Shaw's innings lasted six hours and seven minutes and contained 85 fours and five sixes before he was caught and bowled. Rizvi scored 991 runs having bowled out their opponents, St Francis d'Assisi, for 93.

The innings attracted significant media attention, particularly as it came only four days after the official retirement from international cricket of Tendulkar, who had scored 326 in the same tournament in 1988. "Less than a week after India bid its final farewell to the Little Master, the Master’s Apprentice conjured an innings of almost supernatural brilliance," wrote Howard Swains in a Freaky Good Futures profile of Shaw.

International career

In August 2018, Shaw was called up to India's Test squad for the final two Tests against England, but he did not play. In September 2018, he was named in India's Test squad for their series against the West Indies.
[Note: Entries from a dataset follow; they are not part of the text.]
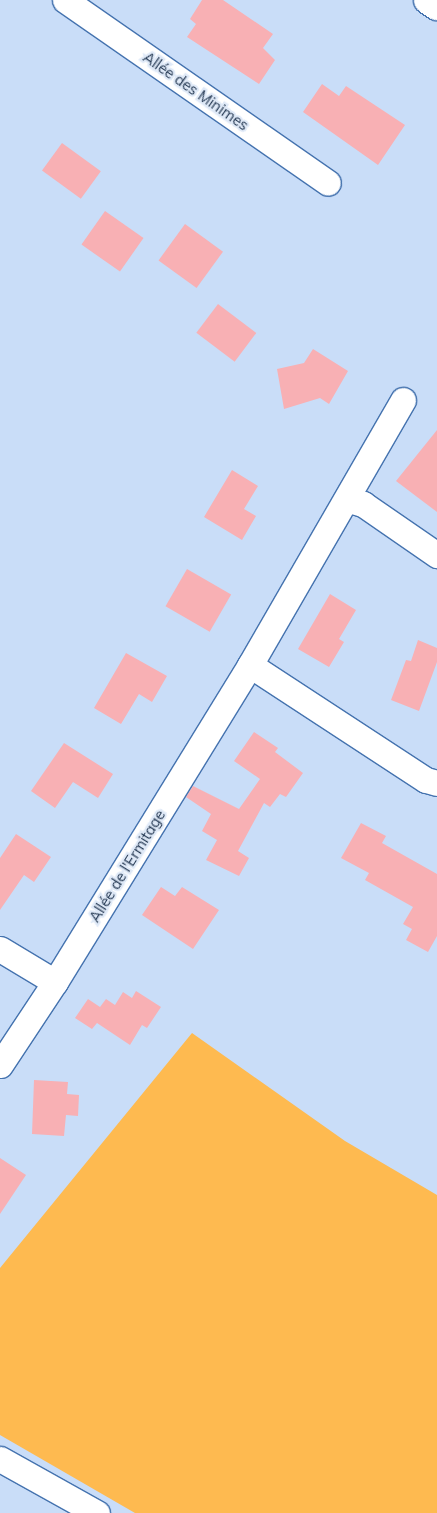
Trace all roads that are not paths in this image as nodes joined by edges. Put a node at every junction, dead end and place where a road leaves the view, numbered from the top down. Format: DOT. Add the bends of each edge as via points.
graph roads {
  1 [pos="65,0"];
  2 [pos="428,0"];
  3 [pos="437,6"];
  4 [pos="328,183"];
  5 [pos="403,400"];
  6 [pos="348,500"];
  7 [pos="437,555"];
  8 [pos="250,665"];
  9 [pos="437,783"];
  10 [pos="0,949"];
  11 [pos="56,982"];
  12 [pos="0,1065"];
  13 [pos="0,1459"];
  14 [pos="97,1513"];
  1 -- 4 [label="street, Allée des Minimes"];
  2 -- 3 [label="main road"];
  5 -- 6 [label="street, Allée de l'Ermitage"];
  6 -- 7 [label="street" via="363,504"];
  6 -- 8 [label="street, Allée de l'Ermitage"];
  8 -- 9 [label="street" via="426,780"];
  8 -- 11 [label="street, Allée de l'Ermitage"];
  10 -- 11 [label="street"];
  11 -- 12 [label="street, Allée de l'Ermitage"];
  13 -- 14 [label="street"];
}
Shaw made his Test debut against West Indies on 4 October 2018. In that match, he scored his maiden century in Tests and became the youngest batsman to make a Test century on debut for India (18 years and 319 days). India won the second Test by ten wickets, with Shaw being named the Player of the Series. In January 2020, Shaw was named in India's One Day International (ODI) squad for their series against New Zealand. He made his ODI debut for India, against New Zealand, on 5 February 2020. He was also Selected For Test Series In New Zealand and Scored one half-century in 4 innings He Played In That series. In 2020, Shaw was selected in the test squad for the Australian tour. In December 2020, Shaw had a poor performance in the first Test against Australia, scoring 0 and 4 in which his batting technique was questioned and was dropped in the next match.

In June 2021, he was named in India's One Day International (ODI) and Twenty20 International (T20I) squads for their series against Sri Lanka. He scored 43 runs off 24 balls in the first ODI of the 3-match series. He made his T20I debut on 25 July 2021, for India against Sri Lanka.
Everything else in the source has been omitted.